Saved data entries:

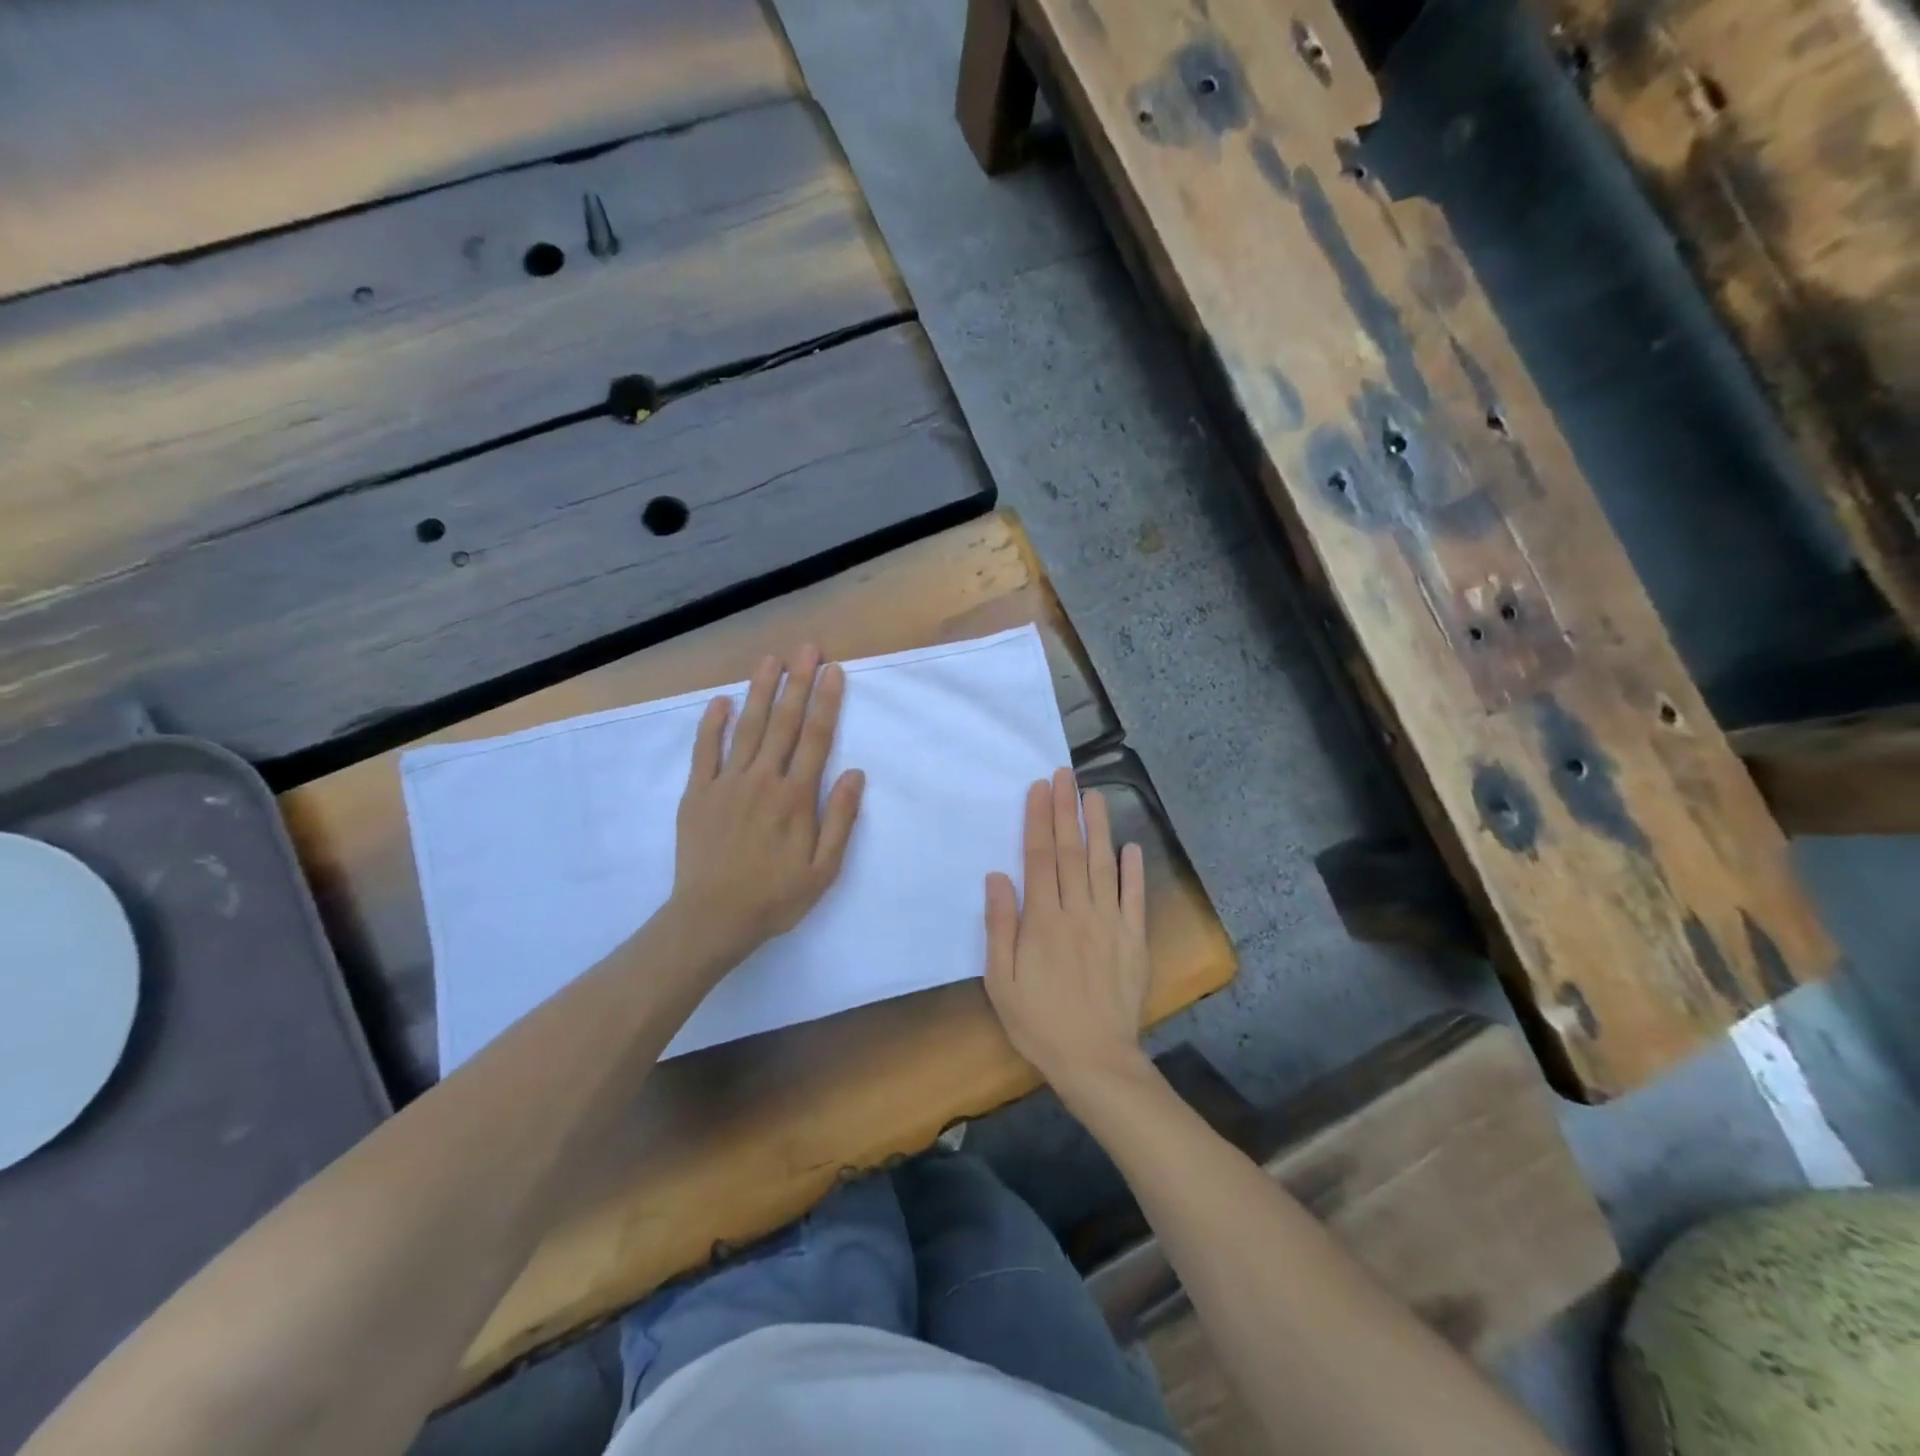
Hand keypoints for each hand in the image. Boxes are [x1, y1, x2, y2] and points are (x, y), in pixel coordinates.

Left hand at [671, 646, 864, 967]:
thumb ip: (840, 819)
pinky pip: (706, 751)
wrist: (712, 918)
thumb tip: (855, 773)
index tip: (834, 670)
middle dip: (798, 683)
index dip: (827, 702)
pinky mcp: (699, 794)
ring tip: (770, 660)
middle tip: (807, 648)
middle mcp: (763, 780)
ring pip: (748, 728)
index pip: (816, 738)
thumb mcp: (823, 869)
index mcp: (796, 797)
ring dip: (761, 691)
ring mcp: (727, 783)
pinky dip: (712, 724)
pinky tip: (721, 700)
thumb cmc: (775, 897)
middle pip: (784, 723)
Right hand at [984, 768, 1151, 1097]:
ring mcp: (1110, 923)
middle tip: (1065, 774)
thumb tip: (997, 877)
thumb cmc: (1039, 1022)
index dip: (1038, 820)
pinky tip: (1131, 847)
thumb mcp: (1002, 981)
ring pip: (1104, 865)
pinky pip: (1134, 898)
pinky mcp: (1134, 939)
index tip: (1039, 788)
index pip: (1040, 858)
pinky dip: (1134, 871)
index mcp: (1043, 920)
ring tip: (1094, 795)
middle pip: (1071, 852)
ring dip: (1098, 828)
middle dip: (1065, 810)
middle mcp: (1078, 912)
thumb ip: (1000, 927)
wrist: (1095, 1060)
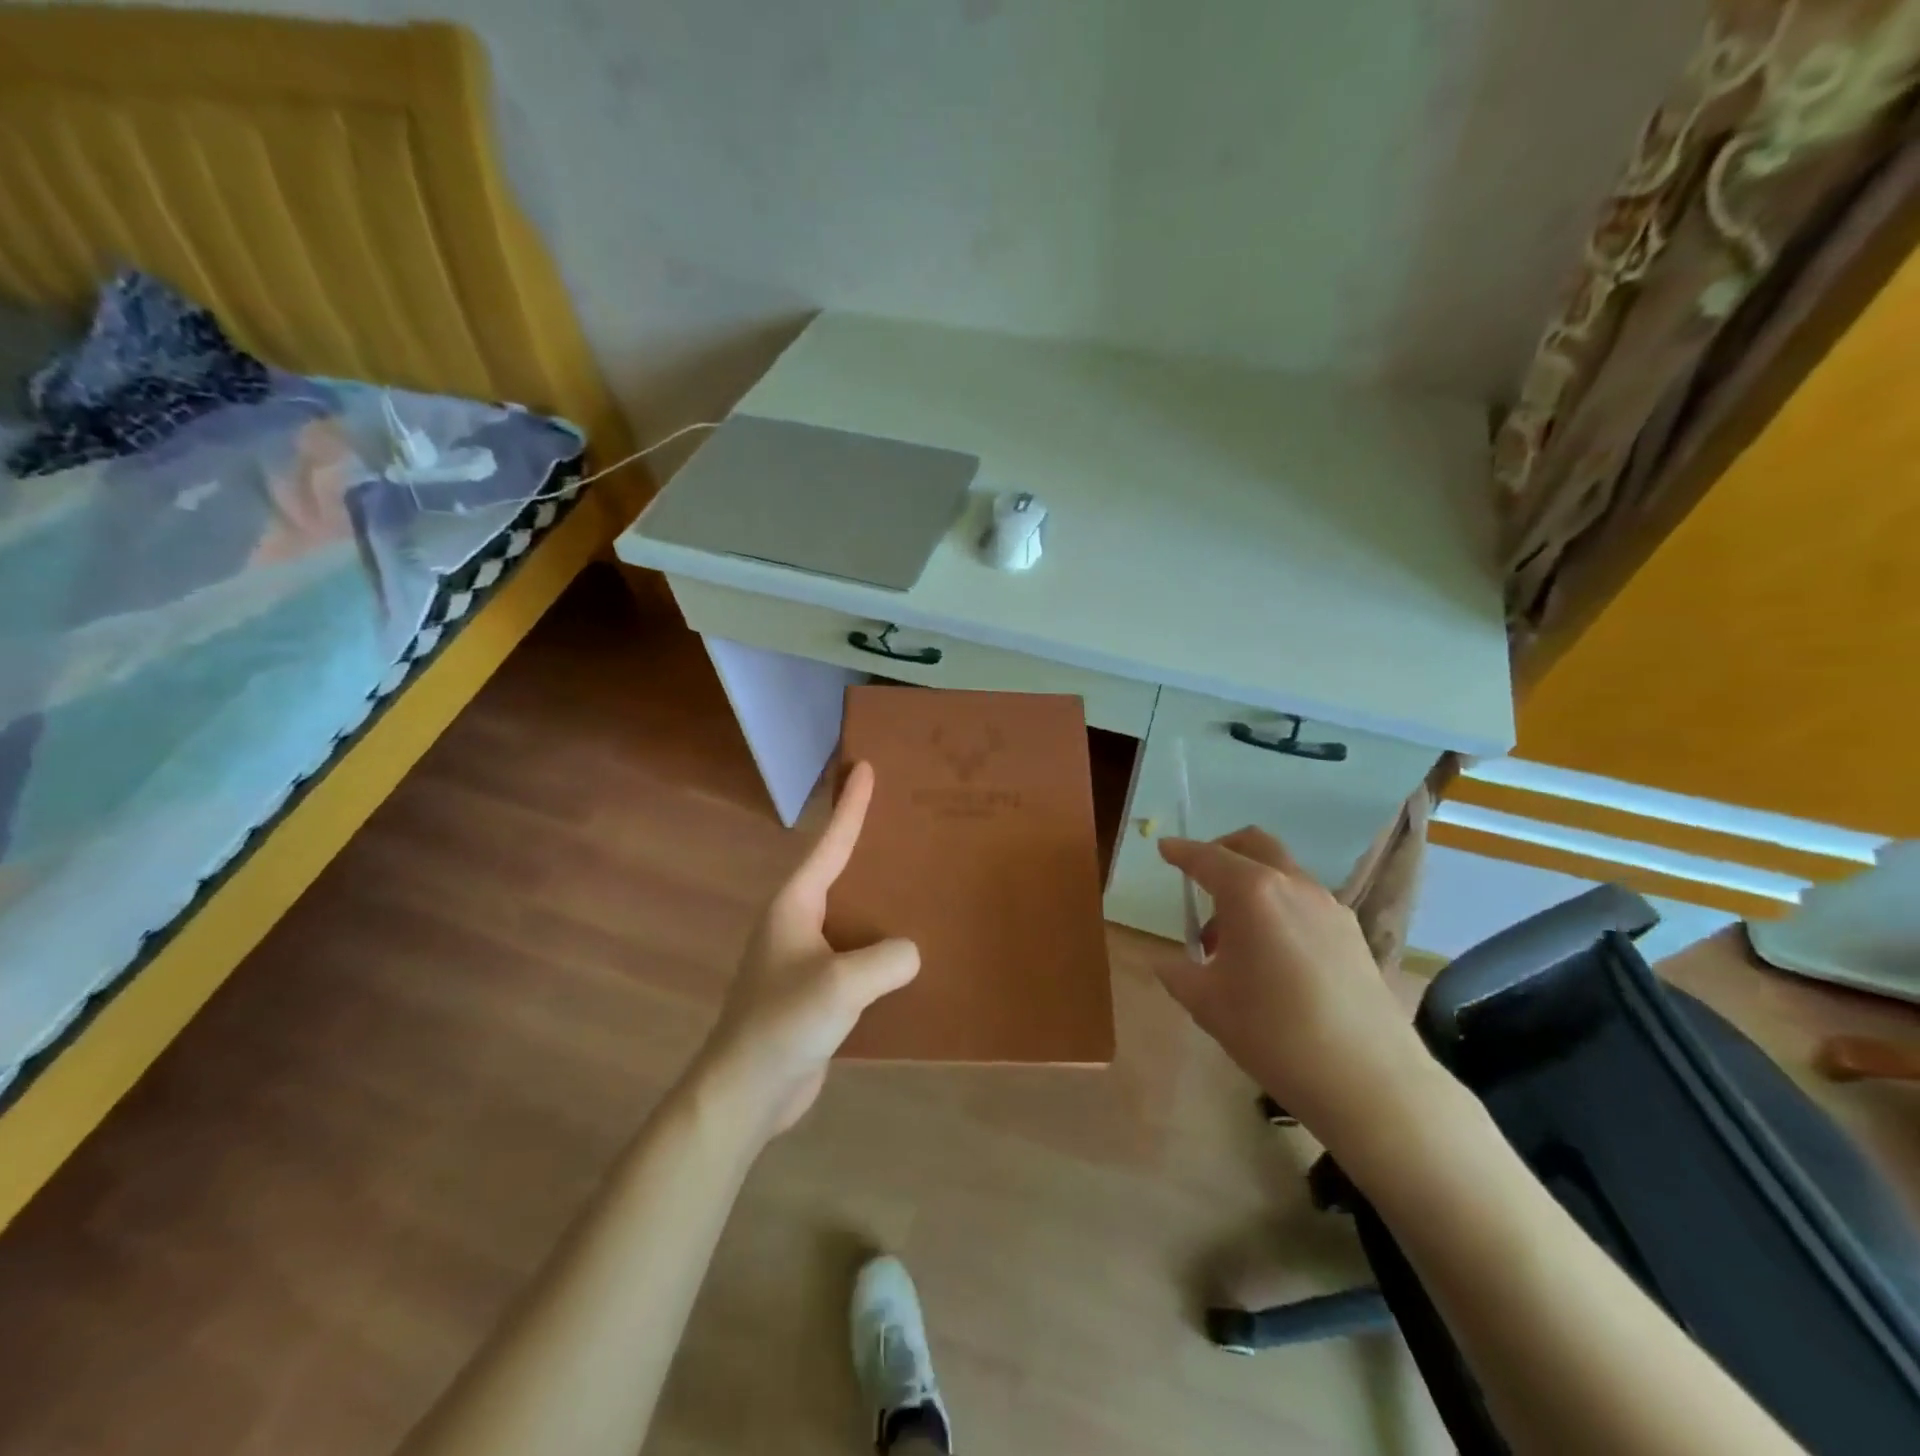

> _Brief_: What is needed is a verbatim copy of every line in the records above from the one containing "thumb ip: (840, 819)" down to the one containing "middle pip: (784, 723)", both included, and nothing more.

> _Answer section_:
thumb ip: (840, 819)
pinky pip: (706, 751)
wrist: (712, 918)
thumb tip: (855, 773)
index tip: (834, 670)
middle dip: (798, 683)
index dip: (827, 702)
pinky mcp: (699, 794)
ring tip: (770, 660)
middle tip: (807, 648)
middle mcp: (763, 780)
ring pip: (748, 728)
index pip: (816, 738)
thumb mcp: (823, 869)
index mcp: (796, 797)
ring dip: (761, 691)
ring mcp: (727, 783)
pinky dip: (712, 724)
pinky tip: (721, 700)
thumb cmc: (775, 897)
middle pip: (784, 723)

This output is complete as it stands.